Но не так-то просто было задушить Наума Капитоновича Загайнова, которого все в округе, старый и малый, за глаза называли Капитонычем. Он владел маленьким и грязным трактиришком на окраине Ярска и одевался так, что был дополнением к затрапезному виду своего заведения. Ходил вечно в одной и той же пиджачной паре, до того залоснившейся, что она поблескивала – это в теплое время года, а в зиму натягивал на себя старенькую шубу с круглыми заплатами в разных местах, и никогда не расставался с длинным деревянным костылем, даже в своем трактире бодренько семенил с ним, громко постукивая острым концом в деревянный, всегда грязный пол. Говорил негромко, вкрадчиво и очень любил на людях прибедняться, жалуясь на малые доходы и на телесные немощи.
Лишь немногие знали, что за стариковским обличием скрывается совсем иная натура – хищная, как у молодого волка. Злые языки поговаривали, что первый свой капитал Капитоныч добыл грабежами на тракте, с кистенем в руке, но, если не видели, значит, и спроса нет. Да никто и не спрашивал, дело давнее, и за давностью заросло густым бурьяном.
Появился Капитоныч на городской окраине лет двадцать тому назад, появился с деньгами, потому что за одно лето поставил трактир и сел в нем хозяином, принимая публику самую разношерстную, по большей части бедную, а порою, когда перепьют, то и буйную.
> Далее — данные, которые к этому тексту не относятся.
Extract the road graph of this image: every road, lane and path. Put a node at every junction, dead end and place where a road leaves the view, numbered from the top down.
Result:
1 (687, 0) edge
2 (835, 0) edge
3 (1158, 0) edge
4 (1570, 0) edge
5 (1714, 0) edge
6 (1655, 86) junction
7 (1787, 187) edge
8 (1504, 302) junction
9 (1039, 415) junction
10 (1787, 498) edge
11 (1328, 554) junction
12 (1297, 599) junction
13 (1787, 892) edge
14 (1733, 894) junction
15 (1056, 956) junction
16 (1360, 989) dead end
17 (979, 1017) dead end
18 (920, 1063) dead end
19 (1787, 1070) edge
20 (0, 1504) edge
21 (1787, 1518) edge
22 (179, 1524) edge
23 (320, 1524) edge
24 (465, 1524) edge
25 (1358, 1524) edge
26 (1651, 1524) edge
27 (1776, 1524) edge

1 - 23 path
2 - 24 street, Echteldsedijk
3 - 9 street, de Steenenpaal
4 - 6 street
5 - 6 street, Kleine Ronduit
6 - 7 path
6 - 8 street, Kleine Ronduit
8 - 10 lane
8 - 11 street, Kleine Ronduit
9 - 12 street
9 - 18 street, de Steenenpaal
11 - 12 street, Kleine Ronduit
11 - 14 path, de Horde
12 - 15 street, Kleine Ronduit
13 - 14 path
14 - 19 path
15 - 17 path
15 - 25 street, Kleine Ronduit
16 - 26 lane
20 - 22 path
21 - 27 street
Но умел как-то, изворачиваясь, управляться с ней, больших драк и смертоубийства не допускал, и полиция к нему претензий никогда не имела. Но опять же злые языки говорили, что полиции он взятки дает немалые, а в трактире у него время от времени темные личности появляются. Кто такие, чем занимаются – неизвестно, но слышали, что у трактирщика с такими личностями общие дела имеются. Сам Капитоныч, когда до него подобные слухи доходили, вздыхал, морщился, сетовал на людскую зависть и вполне резонно говорил, что народу в трактир ходит много, и паспорт здесь не спрашивают, только деньги берут, а на личиках у посетителей не написано – от какого промысла они доходы имеют.